Dorothy has been traveling to Australia for 20 years on a variety of travel, teaching, study and artist residence programs. Recently she received a grant from the Canadian government to conduct two parallel art projects on the two continents; in both places she would go to a remote location for several weeks, getting to know it, collecting both natural and manmade artifacts, and dyeing paper and fabric with indigenous plant and earth materials. Then she made a new set of works reflecting her experiences.
In Australia, she visited a sheep station in the Flinders Ranges of South Australia, north of Adelaide. In Canada, she went to Pangnirtung on Baffin Island, 1600 miles north of Toronto, close to Greenland.
“My work is about being in a particular place and using what’s there,” she said. “I want to get out into the landscape, experience the land, get to know a place by handling the materials.” For instance, she hiked barefoot on the delicate tundra to get a feel for the tiny, stunted vegetation.
On both these visits she brought Japanese handmade paper, tough enough to hold up in a dye pot, and colored them with natural pigments from plants and earth. She also collected things like rusty nails and broken tools from the sheep shearers, which came home to become part of the “museum” section of her show.
“Collecting has always been an important part of what I do, since I was a little kid,” Dorothy said. “My way of journaling is collecting.”
After she came home from her trips, she made some of her characteristically huge fiber pieces to reflect her travels and learnings. Here’s one inspired by the Arctic summer, with 24-hour daylight that often leads people to stay up all night in euphoria. Dorothy asked one of the locals how they dealt with not being able to distinguish between “day” and “night” and was both chagrined and charmed at the response: “When we’re tired we go to sleep.”
Dorothy Caldwell, How Do We Know It’s Night, 120 x 114″
Here’s a piece about the fjord on which Pangnirtung is built.
Dorothy Caldwell, Fjord, 120 x 114″
I was delighted to observe how she continues her practice of collection and documentation even if she’s not in an exotic place, but somewhere as unspecial as Louisville.
On a day off between workshops we walked over the new pedestrian bridge that spans the Ohio River. When we got to the Indiana side, Dorothy pulled a plastic bag out of her purse and proceeded to collect stuff to memorialize this place. She found some mud to daub on a card, writing the date and place on the back, and then dunked some silk into muddy water to dye it.

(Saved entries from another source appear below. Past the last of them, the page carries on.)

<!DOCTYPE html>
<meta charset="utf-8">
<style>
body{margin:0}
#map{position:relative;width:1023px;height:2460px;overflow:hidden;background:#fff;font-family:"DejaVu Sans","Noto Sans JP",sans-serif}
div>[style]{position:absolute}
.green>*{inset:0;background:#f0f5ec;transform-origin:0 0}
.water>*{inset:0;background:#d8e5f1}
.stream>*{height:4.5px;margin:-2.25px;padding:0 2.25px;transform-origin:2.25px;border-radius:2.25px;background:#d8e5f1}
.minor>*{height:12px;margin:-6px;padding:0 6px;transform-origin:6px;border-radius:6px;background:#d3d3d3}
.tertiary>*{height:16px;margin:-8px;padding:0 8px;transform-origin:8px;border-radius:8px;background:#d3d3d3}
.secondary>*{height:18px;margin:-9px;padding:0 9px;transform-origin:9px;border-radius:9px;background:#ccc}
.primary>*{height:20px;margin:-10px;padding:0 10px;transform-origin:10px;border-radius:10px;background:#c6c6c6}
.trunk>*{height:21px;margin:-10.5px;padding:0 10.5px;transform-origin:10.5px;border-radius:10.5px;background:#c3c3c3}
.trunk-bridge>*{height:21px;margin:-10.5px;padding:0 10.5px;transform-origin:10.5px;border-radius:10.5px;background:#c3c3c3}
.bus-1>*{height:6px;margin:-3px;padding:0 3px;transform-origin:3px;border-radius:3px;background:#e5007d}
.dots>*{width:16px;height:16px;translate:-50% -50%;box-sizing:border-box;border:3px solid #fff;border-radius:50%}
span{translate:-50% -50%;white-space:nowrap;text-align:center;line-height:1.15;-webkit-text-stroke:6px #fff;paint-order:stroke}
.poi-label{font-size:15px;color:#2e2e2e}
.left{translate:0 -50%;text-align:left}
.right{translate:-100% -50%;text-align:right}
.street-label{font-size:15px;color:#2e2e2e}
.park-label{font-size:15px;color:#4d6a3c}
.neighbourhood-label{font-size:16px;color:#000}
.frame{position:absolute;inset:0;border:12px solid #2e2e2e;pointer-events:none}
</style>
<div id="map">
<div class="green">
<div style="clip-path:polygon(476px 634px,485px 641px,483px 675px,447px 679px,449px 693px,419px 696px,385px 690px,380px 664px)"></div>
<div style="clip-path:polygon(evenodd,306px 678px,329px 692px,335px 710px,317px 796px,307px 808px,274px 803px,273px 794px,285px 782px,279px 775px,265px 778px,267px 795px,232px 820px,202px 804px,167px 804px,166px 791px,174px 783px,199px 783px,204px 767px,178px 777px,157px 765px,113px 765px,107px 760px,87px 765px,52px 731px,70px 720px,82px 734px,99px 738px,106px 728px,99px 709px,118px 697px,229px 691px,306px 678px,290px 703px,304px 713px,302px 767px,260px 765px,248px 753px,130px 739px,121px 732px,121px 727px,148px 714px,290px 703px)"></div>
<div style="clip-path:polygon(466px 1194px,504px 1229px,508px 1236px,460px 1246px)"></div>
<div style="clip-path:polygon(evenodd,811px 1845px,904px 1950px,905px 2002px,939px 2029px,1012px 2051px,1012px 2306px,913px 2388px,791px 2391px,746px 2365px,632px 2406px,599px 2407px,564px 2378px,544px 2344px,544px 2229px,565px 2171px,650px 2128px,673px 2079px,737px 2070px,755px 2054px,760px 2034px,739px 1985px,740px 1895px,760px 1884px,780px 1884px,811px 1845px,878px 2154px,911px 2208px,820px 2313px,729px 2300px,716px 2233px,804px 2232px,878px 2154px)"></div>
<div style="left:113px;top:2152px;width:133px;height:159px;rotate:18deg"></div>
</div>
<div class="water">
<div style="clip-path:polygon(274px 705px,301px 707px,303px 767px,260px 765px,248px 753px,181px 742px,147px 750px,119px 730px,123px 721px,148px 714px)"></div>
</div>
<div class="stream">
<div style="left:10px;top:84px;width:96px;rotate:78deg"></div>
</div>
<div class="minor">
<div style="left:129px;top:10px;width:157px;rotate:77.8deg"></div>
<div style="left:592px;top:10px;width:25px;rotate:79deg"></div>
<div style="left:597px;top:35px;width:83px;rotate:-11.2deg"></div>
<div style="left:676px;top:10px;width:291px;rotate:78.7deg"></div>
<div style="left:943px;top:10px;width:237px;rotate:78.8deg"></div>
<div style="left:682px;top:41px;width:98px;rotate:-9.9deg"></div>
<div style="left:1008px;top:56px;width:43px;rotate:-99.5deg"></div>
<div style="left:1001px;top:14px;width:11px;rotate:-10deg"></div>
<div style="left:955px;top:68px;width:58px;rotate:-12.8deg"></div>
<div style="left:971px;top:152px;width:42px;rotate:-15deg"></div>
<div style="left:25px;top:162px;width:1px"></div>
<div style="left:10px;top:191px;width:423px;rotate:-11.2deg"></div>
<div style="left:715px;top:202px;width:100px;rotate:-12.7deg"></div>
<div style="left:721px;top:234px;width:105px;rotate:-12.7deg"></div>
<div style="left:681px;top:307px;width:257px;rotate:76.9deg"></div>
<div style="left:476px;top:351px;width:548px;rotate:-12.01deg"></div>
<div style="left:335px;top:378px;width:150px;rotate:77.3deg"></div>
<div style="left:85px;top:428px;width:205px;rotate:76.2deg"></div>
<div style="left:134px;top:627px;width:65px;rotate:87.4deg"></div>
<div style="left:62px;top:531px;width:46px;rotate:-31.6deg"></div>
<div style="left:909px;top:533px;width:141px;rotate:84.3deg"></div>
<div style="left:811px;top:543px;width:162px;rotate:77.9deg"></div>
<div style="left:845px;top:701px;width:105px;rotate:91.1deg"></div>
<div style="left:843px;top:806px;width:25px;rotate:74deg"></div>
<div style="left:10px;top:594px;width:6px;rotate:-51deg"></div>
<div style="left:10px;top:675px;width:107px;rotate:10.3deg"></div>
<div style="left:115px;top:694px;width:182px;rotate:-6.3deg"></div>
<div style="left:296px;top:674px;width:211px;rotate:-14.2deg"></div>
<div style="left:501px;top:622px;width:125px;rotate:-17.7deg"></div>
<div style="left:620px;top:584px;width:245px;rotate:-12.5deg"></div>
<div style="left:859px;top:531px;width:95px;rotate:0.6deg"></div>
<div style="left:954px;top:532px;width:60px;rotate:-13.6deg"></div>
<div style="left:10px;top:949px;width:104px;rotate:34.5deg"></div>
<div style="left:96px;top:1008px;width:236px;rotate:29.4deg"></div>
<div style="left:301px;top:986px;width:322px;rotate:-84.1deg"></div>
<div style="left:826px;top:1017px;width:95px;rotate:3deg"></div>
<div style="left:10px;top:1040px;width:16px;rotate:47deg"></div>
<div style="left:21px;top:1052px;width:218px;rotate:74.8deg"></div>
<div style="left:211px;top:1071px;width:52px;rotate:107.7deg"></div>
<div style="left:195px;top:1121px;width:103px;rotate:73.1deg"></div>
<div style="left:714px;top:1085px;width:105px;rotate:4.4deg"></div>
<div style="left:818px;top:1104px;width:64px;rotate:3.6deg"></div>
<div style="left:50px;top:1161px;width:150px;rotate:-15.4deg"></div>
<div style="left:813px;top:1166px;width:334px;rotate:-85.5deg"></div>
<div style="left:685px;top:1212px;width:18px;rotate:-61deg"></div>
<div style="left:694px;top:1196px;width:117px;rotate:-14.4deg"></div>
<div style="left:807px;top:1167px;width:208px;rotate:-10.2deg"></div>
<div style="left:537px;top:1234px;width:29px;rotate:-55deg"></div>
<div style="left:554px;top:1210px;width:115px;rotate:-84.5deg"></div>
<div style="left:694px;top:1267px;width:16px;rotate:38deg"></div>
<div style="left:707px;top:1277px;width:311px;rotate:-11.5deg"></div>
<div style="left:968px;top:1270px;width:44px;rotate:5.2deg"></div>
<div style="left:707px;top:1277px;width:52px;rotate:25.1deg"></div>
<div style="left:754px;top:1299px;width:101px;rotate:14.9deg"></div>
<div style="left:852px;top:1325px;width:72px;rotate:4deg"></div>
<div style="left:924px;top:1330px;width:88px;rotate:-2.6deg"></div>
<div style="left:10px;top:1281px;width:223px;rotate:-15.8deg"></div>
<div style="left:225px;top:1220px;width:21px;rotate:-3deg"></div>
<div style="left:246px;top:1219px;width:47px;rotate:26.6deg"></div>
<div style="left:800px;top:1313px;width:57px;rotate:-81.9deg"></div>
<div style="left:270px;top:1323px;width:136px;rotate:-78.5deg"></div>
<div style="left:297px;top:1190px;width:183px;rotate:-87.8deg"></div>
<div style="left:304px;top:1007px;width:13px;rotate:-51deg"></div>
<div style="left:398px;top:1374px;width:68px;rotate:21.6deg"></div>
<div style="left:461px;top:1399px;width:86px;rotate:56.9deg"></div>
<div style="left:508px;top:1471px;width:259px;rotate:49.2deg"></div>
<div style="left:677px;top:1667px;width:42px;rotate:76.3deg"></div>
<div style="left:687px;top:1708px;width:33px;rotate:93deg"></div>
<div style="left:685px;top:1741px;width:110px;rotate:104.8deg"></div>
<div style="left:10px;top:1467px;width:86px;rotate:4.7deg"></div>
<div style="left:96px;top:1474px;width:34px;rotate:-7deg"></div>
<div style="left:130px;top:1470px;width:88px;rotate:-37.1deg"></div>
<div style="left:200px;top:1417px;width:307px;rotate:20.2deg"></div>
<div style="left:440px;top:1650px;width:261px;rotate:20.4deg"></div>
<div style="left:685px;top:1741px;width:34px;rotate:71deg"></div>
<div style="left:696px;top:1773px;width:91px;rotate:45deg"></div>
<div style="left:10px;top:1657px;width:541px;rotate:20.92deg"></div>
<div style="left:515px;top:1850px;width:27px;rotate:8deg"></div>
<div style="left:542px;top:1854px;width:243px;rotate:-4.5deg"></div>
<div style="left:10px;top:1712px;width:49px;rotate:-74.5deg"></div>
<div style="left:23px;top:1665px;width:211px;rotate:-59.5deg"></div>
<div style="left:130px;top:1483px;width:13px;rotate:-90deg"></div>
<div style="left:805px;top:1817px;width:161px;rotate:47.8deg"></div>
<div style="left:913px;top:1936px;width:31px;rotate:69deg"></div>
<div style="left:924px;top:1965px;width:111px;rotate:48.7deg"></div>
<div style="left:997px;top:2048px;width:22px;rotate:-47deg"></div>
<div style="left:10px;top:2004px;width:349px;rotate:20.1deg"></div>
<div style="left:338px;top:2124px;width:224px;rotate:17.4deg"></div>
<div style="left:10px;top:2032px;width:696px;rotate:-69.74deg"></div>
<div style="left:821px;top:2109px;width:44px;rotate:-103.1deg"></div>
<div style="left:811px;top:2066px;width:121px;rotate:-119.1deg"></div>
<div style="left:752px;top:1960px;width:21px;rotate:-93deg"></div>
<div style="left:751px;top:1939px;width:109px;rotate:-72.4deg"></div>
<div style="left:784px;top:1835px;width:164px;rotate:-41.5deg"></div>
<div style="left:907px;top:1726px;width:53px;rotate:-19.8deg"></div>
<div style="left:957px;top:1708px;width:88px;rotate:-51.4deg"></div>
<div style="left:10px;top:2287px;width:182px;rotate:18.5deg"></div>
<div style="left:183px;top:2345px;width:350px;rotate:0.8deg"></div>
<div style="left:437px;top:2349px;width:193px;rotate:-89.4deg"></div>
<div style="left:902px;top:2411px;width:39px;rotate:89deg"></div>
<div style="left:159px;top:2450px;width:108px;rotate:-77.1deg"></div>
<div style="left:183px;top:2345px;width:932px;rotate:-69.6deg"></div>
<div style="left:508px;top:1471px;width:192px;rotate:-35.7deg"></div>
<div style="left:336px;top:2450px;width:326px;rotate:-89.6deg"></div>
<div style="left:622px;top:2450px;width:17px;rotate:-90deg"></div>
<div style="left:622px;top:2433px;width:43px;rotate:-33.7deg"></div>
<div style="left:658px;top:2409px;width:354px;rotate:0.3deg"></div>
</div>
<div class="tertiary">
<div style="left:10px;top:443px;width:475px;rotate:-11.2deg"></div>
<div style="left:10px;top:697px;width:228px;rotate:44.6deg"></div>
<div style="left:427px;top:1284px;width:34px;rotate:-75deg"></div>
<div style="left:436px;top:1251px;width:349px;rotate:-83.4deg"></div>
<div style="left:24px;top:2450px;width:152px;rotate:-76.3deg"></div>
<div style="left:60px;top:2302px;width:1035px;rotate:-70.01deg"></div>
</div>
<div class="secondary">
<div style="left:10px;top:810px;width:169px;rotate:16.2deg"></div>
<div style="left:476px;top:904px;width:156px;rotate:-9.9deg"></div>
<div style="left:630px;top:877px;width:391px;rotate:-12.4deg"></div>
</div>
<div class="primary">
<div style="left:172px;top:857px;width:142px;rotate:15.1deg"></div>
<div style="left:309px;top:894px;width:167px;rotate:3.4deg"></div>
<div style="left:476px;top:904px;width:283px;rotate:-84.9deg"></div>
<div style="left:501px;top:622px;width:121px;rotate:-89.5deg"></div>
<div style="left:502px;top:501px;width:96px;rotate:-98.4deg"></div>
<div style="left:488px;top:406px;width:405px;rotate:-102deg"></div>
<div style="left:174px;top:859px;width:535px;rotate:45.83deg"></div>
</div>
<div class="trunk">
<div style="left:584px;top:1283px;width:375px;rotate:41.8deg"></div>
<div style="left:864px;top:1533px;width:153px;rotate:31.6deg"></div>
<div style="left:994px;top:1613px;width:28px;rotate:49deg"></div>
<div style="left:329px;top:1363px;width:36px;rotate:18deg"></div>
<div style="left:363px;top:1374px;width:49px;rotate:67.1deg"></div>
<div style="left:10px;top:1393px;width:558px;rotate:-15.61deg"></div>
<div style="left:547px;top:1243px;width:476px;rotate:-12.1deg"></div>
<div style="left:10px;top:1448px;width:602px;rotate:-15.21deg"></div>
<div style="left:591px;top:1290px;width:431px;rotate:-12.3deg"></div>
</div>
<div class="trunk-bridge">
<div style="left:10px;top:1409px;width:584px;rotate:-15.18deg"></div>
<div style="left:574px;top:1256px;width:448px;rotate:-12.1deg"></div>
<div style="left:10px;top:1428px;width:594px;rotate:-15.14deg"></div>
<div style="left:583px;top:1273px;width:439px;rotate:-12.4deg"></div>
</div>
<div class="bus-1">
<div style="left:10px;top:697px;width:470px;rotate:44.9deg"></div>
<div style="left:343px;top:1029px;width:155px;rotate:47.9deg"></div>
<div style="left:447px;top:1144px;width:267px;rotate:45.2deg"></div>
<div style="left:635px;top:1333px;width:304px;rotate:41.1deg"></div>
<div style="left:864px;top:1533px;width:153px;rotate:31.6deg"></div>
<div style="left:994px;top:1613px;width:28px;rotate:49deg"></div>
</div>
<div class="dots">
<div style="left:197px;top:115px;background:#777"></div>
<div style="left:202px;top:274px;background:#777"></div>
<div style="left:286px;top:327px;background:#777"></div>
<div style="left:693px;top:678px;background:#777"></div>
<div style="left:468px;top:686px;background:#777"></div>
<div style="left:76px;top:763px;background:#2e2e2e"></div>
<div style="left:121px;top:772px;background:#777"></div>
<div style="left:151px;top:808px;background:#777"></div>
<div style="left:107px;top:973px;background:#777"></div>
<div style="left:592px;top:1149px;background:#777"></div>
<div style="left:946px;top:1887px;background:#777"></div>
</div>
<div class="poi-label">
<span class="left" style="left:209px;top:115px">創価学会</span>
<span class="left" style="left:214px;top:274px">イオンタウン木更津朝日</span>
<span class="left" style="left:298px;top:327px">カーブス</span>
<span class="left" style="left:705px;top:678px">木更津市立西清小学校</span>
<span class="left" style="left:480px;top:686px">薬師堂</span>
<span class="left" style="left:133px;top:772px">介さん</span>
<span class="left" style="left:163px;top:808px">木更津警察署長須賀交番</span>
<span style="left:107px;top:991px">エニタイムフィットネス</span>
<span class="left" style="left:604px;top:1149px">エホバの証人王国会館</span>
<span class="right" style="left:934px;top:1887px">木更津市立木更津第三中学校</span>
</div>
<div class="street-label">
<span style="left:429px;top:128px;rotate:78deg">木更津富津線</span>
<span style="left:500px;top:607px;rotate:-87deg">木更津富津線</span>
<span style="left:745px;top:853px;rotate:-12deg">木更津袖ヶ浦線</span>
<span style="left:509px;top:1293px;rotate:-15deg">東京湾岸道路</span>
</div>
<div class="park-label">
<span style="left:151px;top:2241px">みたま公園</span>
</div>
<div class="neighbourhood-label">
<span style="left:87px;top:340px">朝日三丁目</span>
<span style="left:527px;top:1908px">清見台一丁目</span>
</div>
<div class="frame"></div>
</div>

She repeated the process on the Kentucky side (even though to my eye mud on one side of the river is fairly indistinguishable from mud on the other).
On the Kentucky side we found some deep footprints in the sand at the edge of the river, partially filled with water that had seeped in. Dorothy looked around, found a root, and used it to stir up the water into an opaque dye-like solution to color her cards and silk.
Here’s the root, the silk, and the card, out to dry in the sun (and the footprint/dye pot). She took the root home too as a souvenir.
By the end of the week she had assembled a “museum” in her room of her trip to Ohio, Kentucky and Indiana. There’s the root on the right and the cards in the middle; the silk has been partially twisted into string, and she also collected some bits of rusty metal to round out the display.